When you transcribe the listing that follows, keep every line exact and skip any picture.

> SUPPLIED MATERIAL:
==============================
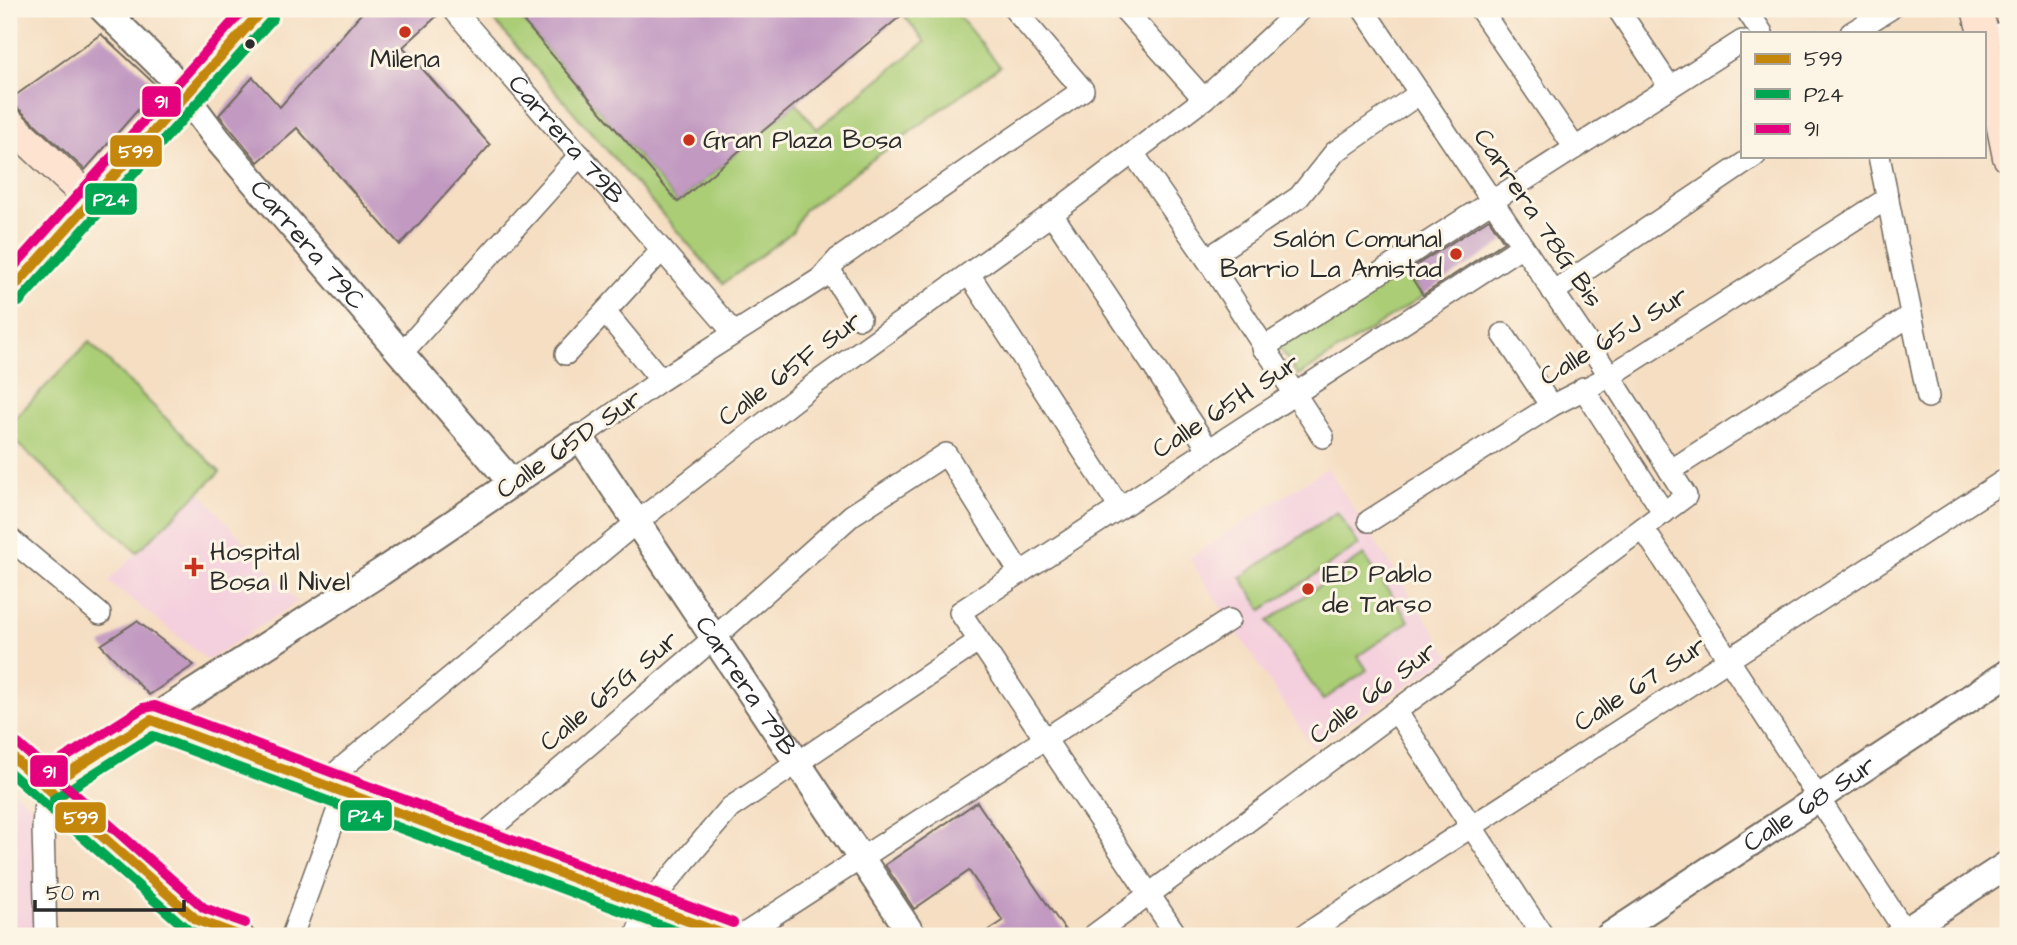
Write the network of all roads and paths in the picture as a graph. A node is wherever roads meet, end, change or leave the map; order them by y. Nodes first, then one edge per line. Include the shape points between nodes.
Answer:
1 (103, 9) edge
2 (263, 9) edge
3 (453, 9) edge
4 (1014, 9) edge
5 (1124, 9) edge
6 (1363, 9) edge
7 (1480, 9) edge
8 (1618, 9) edge
9 (1746, 9) edge
10 (1978, 9) edge
11 (1295, 11) edge
12 (1878, 12) edge
13 (1754, 32) edge
14 (1854, 32) edge
15 (1982, 32) edge
16 (2008, 32) edge
17 (1986, 36) edge
18 (1741, 43) edge
19 (1986, 51) edge
20 (1670, 87) junction
21 (1420, 93) junction
22 (185, 97) junction
23 (1203, 99) junction
24 (9, 123) edge
25 (1575, 148) junction
26 (1133, 153) junction
27 (580, 156) junction
28 (2008, 157) edge
29 (1752, 158) edge
30 (1879, 158) edge
31 (1888, 198) junction
32 (92, 201) junction
33 (1492, 201) junction
34 (1052, 214) junction
35 (1522, 246) junction
36 (662, 250) junction
37 (1208, 259) junction
38 (829, 269) junction
39 (969, 274) junction
40 (1553, 292) junction
41 (9, 293) edge
42 (605, 312) junction
43 (1911, 315) junction
44 (860, 318) dead end
45 (734, 333) junction
46 (1503, 334) dead end
47 (1263, 348) junction
48 (401, 354) junction
49 (566, 354) dead end
50 (1610, 376) junction
51 (661, 380) junction
52 (1583, 388) junction
53 (1294, 395) junction
54 (1928, 397) dead end
55 (1550, 406) junction
56 (580, 437) junction
57 (1323, 437) dead end
58 (1209, 450) junction
59 (1671, 471) junction
60 (2008, 478) edge
61 (512, 483) junction
62 (1686, 496) joint
63 (1120, 508) junction
64 (1664, 513) junction
65 (1369, 521) dead end
66 (637, 522) junction
67 (1643, 528) junction
68 (9, 538) edge
69 (1020, 573) junction
70 (100, 614) dead end
71 (1229, 620) dead end
72 (715, 638) junction
73 (979, 641) junction
74 (1728, 660) junction
75 (2008, 673) edge
76 (1396, 711) junction
77 (151, 720) junction
78 (1045, 739) junction
79 (9, 754) edge
80 (796, 761) junction
81 (46, 787) junction
82 (332, 789) junction
83 (1818, 798) junction
84 (1471, 827) junction
85 (475, 842) junction
86 (861, 858) junction
87 (2008, 864) edge
88 (1149, 895) junction
89 (646, 907) junction
90 (206, 928) edge
91 (1903, 935) edge
92 (46, 936) edge
93 (240, 936) edge
94 (292, 936) edge
95 (636, 936) edge
96 (728, 936) edge
97 (741, 936) edge
98 (913, 936) edge
99 (1093, 936) edge
100 (1177, 936) edge
101 (1303, 936) edge
102 (1543, 936) edge
103 (1609, 936) edge

1 - 22 street, Carrera 79C
2 - 22 main road
3 - 27 street, Carrera 79B
4 - 38 street, Calle 65D Sur via 1083,90
5 - 23 street
6 - 21 street, Carrera 78G Bis
7 - 25 street
8 - 20 street
9 - 13 street
10 - 15 main road
11 - 23 street, Calle 65F Sur
12 - 14 street
16 - 17 street
18 - 20 street
19 - 28 main road
20 - 25 street
21 - 33 street, Carrera 78G Bis
21 - 37 street via 1335,152 1299,197
22 - 32 main road
22 - 48 street, Carrera 79C
23 - 26 street, Calle 65F Sur
24 - 32 main road
25 - 33 street
26 - 34 street, Calle 65F Sur
26 - 37 street
27 - 36 street, Carrera 79B
27 - 48 street
29 - 40 street
30 - 31 street
31 - 43 street
31 - 50 street, Calle 65J Sur
32 - 41 street
33 - 35 street, Carrera 78G Bis
33 - 47 street
34 - 39 street, Calle 65F Sur
34 - 58 street
35 - 40 street, Carrera 78G Bis
35 - 53 street, Calle 65H Sur
36 - 42 street
36 - 45 street, Carrera 79B
37 - 47 street
38 - 44 street
38 - 45 street, Calle 65D Sur
39 - 63 street
39 - 66 street, Calle 65F Sur via 816,383
40 - 50 street, Carrera 78G Bis
42 - 49 street
42 - 51 street
43 - 54 street
43 - 59 street
45 - 51 street, Calle 65D Sur
46 - 55 street
47 - 53 street
48 - 61 street, Carrera 79C
50 - 52 street, Calle 65J Sur
50 - 59 street, Carrera 78G Bis
51 - 56 street, Calle 65D Sur
52 - 55 street, Calle 65J Sur
52 - 64 street
53 - 57 street
53 - 58 street, Calle 65H Sur
55 - 65 street, Calle 65J Sur
56 - 61 street, Calle 65D Sur
56 - 66 street, Carrera 79B
58 - 63 street, Calle 65H Sur
59 - 62 street, Carrera 78G Bis
60 - 74 street, Calle 67 Sur
61 - 77 street, Calle 65D Sur
62 - 64 street, Calle 66 Sur
63 - 69 street, Calle 65H Sur
64 - 67 street, Calle 66 Sur
66 - 72 street, Carrera 79B
66 - 82 street, Calle 65F Sur
67 - 74 street
67 - 76 street, Calle 66 Sur
68 - 70 street
69 - 72 street, Calle 65G Sur via 946,454 852,515
69 - 73 street, Calle 65H Sur via 960,612
71 - 78 street
72 - 80 street, Carrera 79B
72 - 85 street, Calle 65G Sur
73 - 78 street
73 - 80 street
74 - 83 street
74 - 84 street, Calle 67 Sur
75 - 83 street, Calle 68 Sur
76 - 84 street
76 - 88 street, Calle 66 Sur
77 - 81 street, Calle 65D Sur
77 - 82 street
78 - 86 street
78 - 88 street
79 - 81 street
80 - 86 street, Carrera 79B
80 - 89 street via 730,808
81 - 90 street
81 - 92 street
82 - 85 street
82 - 94 street
83 - 91 street
83 - 103 street, Calle 68 Sur
84 - 101 street, Calle 67 Sur
84 - 102 street
85 - 89 street
86 - 97 street
86 - 98 street, Carrera 79B
87 - 91 street
88 - 99 street, Calle 66 Sur
88 - 100 street
89 - 95 street
89 - 96 street
90 - 93 street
==============================
> EXPECTED ANSWER:
Write the network of all roads and paths in the picture as a graph. A node is wherever roads meet, end, change or leave the map; order them by y. Nodes first, then one edge per line. Include the shape points between nodes.
Answer:
1 (103, 9) edge
2 (263, 9) edge
3 (453, 9) edge
4 (1014, 9) edge
5 (1124, 9) edge
6 (1363, 9) edge
7 (1480, 9) edge
8 (1618, 9) edge
9 (1746, 9) edge
10 (1978, 9) edge
11 (1295, 11) edge
12 (1878, 12) edge
13 (1754, 32) edge
14 (1854, 32) edge
15 (1982, 32) edge
16 (2008, 32) edge
17 (1986, 36) edge
18 (1741, 43) edge
19 (1986, 51) edge
20 (1670, 87) junction
21 (1420, 93) junction
22 (185, 97) junction
23 (1203, 99) junction
24 (9, 123) edge
25 (1575, 148) junction
26 (1133, 153) junction
27 (580, 156) junction
28 (2008, 157) edge
29 (1752, 158) edge
30 (1879, 158) edge
31 (1888, 198) junction
32 (92, 201) junction
33 (1492, 201) junction
34 (1052, 214) junction
35 (1522, 246) junction
36 (662, 250) junction
37 (1208, 259) junction
38 (829, 269) junction
39 (969, 274) junction
40 (1553, 292) junction
41 (9, 293) edge
42 (605, 312) junction
43 (1911, 315) junction
44 (860, 318) dead end
45 (734, 333) junction
46 (1503, 334) dead end
47 (1263, 348) junction
48 (401, 354) junction
49 (566, 354) dead end
50 (1610, 376) junction
51 (661, 380) junction
52 (1583, 388) junction
53 (1294, 395) junction
54 (1928, 397) dead end
55 (1550, 406) junction
56 (580, 437) junction
57 (1323, 437) dead end
58 (1209, 450) junction
59 (1671, 471) junction
60 (2008, 478) edge
61 (512, 483) junction
62 (1686, 496) joint
63 (1120, 508) junction
64 (1664, 513) junction
65 (1369, 521) dead end
66 (637, 522) junction
67 (1643, 528) junction
68 (9, 538) edge
69 (1020, 573) junction
70 (100, 614) dead end
71 (1229, 620) dead end
72 (715, 638) junction
73 (979, 641) junction
74 (1728, 660) junction
75 (2008, 673) edge
76 (1396, 711) junction
77 (151, 720) junction
78 (1045, 739) junction
79 (9, 754) edge
80 (796, 761) junction
81 (46, 787) junction
82 (332, 789) junction
83 (1818, 798) junction
84 (1471, 827) junction
85 (475, 842) junction
86 (861, 858) junction
87 (2008, 864) edge
88 (1149, 895) junction
89 (646, 907) junction
90 (206, 928) edge
91 (1903, 935) edge
92 (46, 936) edge
93 (240, 936) edge
94 (292, 936) edge
95 (636, 936) edge
96 (728, 936) edge
97 (741, 936) edge
98 (913, 936) edge
99 (1093, 936) edge
100 (1177, 936) edge
101 (1303, 936) edge
102 (1543, 936) edge
103 (1609, 936) edge

1 - 22 street, Carrera 79C
2 - 22 main road
3 - 27 street, Carrera 79B
4 - 38 street, Calle 65D Sur via 1083,90
5 - 23 street
6 - 21 street, Carrera 78G Bis
7 - 25 street
8 - 20 street
9 - 13 street
10 - 15 main road
11 - 23 street, Calle 65F Sur
12 - 14 street
16 - 17 street
18 - 20 street
19 - 28 main road
20 - 25 street
21 - 33 street, Carrera 78G Bis
21 - 37 street via 1335,152 1299,197
22 - 32 main road
22 - 48 street, Carrera 79C
23 - 26 street, Calle 65F Sur
24 - 32 main road
25 - 33 street
26 - 34 street, Calle 65F Sur
26 - 37 street
27 - 36 street, Carrera 79B
27 - 48 street
29 - 40 street
30 - 31 street
31 - 43 street
31 - 50 street, Calle 65J Sur
32 - 41 street
33 - 35 street, Carrera 78G Bis
33 - 47 street
34 - 39 street, Calle 65F Sur
34 - 58 street
35 - 40 street, Carrera 78G Bis
35 - 53 street, Calle 65H Sur
36 - 42 street
36 - 45 street, Carrera 79B
37 - 47 street
38 - 44 street
38 - 45 street, Calle 65D Sur
39 - 63 street
39 - 66 street, Calle 65F Sur via 816,383
40 - 50 street, Carrera 78G Bis
42 - 49 street
42 - 51 street
43 - 54 street
43 - 59 street
45 - 51 street, Calle 65D Sur
46 - 55 street
47 - 53 street
48 - 61 street, Carrera 79C
50 - 52 street, Calle 65J Sur
50 - 59 street, Carrera 78G Bis
51 - 56 street, Calle 65D Sur
52 - 55 street, Calle 65J Sur
52 - 64 street
53 - 57 street
53 - 58 street, Calle 65H Sur
55 - 65 street, Calle 65J Sur
56 - 61 street, Calle 65D Sur
56 - 66 street, Carrera 79B
58 - 63 street, Calle 65H Sur
59 - 62 street, Carrera 78G Bis
60 - 74 street, Calle 67 Sur
61 - 77 street, Calle 65D Sur
62 - 64 street, Calle 66 Sur
63 - 69 street, Calle 65H Sur
64 - 67 street, Calle 66 Sur
66 - 72 street, Carrera 79B
66 - 82 street, Calle 65F Sur
67 - 74 street
67 - 76 street, Calle 66 Sur
68 - 70 street
69 - 72 street, Calle 65G Sur via 946,454 852,515
69 - 73 street, Calle 65H Sur via 960,612
71 - 78 street
72 - 80 street, Carrera 79B
72 - 85 street, Calle 65G Sur
73 - 78 street
73 - 80 street
74 - 83 street
74 - 84 street, Calle 67 Sur
75 - 83 street, Calle 68 Sur
76 - 84 street
76 - 88 street, Calle 66 Sur
77 - 81 street, Calle 65D Sur
77 - 82 street
78 - 86 street
78 - 88 street
79 - 81 street
80 - 86 street, Carrera 79B
80 - 89 street via 730,808
81 - 90 street
81 - 92 street
82 - 85 street
82 - 94 street
83 - 91 street
83 - 103 street, Calle 68 Sur
84 - 101 street, Calle 67 Sur
84 - 102 street
85 - 89 street
86 - 97 street
86 - 98 street, Carrera 79B
87 - 91 street
88 - 99 street, Calle 66 Sur
88 - 100 street
89 - 95 street
89 - 96 street
90 - 93 street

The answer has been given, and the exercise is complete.